Quase 30 anos depois da última greve feminista no país, quando foram pedidos salários iguais para trabalhos iguais, as mulheres saem de novo à rua, numa luta que garantem não ter terminado.

“A igualdade salarial ainda não foi atingida. Essa é uma boa razão para fazer greve”, disse Ruth Dreifuss, a primeira mulher Presidente do país.

Uma das ideias por trás da mobilização está numa lei sobre a distribuição salarial, adotada pelo Parlamento em 2018. A legislação é apenas aplicável a empresas com mais de 100 trabalhadores (afetando menos de um por cento dos empregadores) e não inclui sanções caso os objetivos não sejam cumpridos.

Salários desiguais num país rico

Assim, o principal motivo dos protestos é a desigualdade salarial.

Na Suíça, as mulheres ganham menos 20 por cento do que os homens, adianta o Serviço Federal de Estatística. Para mulheres e homens com qualificações iguais, a disparidade salarial continua nos oito por cento. O país oferece também a mais curta e mais baixa licença de maternidade da Europa, de acordo com a Unicef. É também um dos poucos países que não oferece licença de paternidade.

As famílias suíças são as que gastam mais dinheiro com creches no mundo e têm também uma dificuldade acrescida em encontrá-las, dadas as longas listas de espera. Por outro lado, os horários irregulares das escolas, que, por exemplo, podem fechar às quartas-feiras e à hora do almoço, dificultam a escolha de empregos em full-time para as mães. Em 2004, 75 por cento das mães trabalhavam em regime de part-time, segundo o World Economic Forum.

Devido a estes constrangimentos, as mulheres dizem-se prejudicadas na inserção no mercado de trabalho e na progressão de carreira.

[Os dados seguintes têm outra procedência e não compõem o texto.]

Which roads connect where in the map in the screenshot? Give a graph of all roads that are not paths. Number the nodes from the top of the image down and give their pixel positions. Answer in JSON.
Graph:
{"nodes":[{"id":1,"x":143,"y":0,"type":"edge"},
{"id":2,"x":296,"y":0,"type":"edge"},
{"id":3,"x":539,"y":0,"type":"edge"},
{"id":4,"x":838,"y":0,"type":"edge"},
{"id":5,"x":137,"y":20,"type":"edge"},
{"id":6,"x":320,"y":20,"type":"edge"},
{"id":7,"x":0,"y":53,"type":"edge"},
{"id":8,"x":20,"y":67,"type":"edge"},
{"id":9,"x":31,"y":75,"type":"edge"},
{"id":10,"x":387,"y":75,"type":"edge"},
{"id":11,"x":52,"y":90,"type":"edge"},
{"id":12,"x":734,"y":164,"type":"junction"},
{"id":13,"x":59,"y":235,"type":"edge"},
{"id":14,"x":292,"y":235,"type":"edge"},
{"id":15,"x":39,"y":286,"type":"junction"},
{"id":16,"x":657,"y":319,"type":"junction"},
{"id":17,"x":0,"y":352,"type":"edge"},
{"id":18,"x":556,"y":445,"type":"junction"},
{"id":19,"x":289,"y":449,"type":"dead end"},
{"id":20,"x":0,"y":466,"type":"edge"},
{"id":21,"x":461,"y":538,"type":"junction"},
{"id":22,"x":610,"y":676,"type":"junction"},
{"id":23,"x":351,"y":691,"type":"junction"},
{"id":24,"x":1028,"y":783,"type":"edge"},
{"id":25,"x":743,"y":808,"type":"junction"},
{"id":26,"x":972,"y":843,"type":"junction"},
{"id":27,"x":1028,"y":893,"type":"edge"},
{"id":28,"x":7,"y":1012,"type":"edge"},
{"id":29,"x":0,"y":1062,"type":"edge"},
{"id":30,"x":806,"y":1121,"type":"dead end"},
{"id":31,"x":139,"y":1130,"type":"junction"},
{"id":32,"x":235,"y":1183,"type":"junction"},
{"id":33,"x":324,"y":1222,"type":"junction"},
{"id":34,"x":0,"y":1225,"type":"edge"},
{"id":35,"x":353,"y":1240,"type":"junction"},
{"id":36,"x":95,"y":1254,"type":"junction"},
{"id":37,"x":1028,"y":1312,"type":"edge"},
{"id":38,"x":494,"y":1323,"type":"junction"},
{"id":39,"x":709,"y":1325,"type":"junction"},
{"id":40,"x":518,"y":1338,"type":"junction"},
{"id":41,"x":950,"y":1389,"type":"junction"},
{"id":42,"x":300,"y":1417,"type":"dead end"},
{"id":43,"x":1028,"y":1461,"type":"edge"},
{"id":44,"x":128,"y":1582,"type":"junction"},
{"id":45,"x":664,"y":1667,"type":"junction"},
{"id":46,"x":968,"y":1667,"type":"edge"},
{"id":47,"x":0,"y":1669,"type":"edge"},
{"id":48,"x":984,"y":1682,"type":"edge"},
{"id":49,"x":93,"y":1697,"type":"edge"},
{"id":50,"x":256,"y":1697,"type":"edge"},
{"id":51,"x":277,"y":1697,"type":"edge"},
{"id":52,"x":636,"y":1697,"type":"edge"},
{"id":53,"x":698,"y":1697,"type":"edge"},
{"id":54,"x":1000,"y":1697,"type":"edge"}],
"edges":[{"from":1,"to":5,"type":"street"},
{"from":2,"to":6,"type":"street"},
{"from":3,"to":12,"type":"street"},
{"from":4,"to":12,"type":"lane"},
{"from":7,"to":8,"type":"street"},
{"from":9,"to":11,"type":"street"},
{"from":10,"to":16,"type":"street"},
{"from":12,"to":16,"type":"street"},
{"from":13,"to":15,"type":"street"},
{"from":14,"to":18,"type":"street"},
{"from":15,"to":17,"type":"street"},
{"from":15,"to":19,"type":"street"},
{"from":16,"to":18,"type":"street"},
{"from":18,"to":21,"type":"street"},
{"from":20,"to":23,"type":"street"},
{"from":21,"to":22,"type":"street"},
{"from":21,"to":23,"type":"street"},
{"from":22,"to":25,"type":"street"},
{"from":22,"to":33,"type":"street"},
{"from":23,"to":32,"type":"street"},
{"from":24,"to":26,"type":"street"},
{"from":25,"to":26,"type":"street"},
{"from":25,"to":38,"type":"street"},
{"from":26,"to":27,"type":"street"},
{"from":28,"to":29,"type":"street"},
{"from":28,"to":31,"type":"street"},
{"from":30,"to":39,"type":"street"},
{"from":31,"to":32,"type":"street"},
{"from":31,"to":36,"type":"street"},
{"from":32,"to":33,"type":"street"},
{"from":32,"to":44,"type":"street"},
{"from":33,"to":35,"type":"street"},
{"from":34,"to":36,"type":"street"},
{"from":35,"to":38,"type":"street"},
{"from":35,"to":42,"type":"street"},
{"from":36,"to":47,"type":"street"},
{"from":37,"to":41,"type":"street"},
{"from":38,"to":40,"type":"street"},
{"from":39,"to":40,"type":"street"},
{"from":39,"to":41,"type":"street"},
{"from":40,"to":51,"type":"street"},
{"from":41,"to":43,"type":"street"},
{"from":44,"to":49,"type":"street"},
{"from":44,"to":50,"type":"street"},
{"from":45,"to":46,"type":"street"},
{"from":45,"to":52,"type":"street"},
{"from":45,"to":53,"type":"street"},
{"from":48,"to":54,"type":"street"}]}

Desta forma, as organizadoras do evento encorajam as mulheres que não podem tirar um dia de trabalho para participar na greve a saírem do emprego às 15h24: “Depois disso, as mulheres estão a trabalhar de graça”, disse Anne Fritz.

Esta não é apenas uma greve pela igualdade salarial, mas também pelo fim da precariedade no trabalho, mais representação nos cargos de poder e políticas familiares mais justas.

“Fazemos greve porque as mulheres ganham menos pelo mesmo trabalho, são preteridas nas promoções, têm muito pouca representação ao nível executivo e porque normalmente os empregos femininos são mais mal pagos”, lê-se no manifesto do Coletivo Zurique Greve Feminista.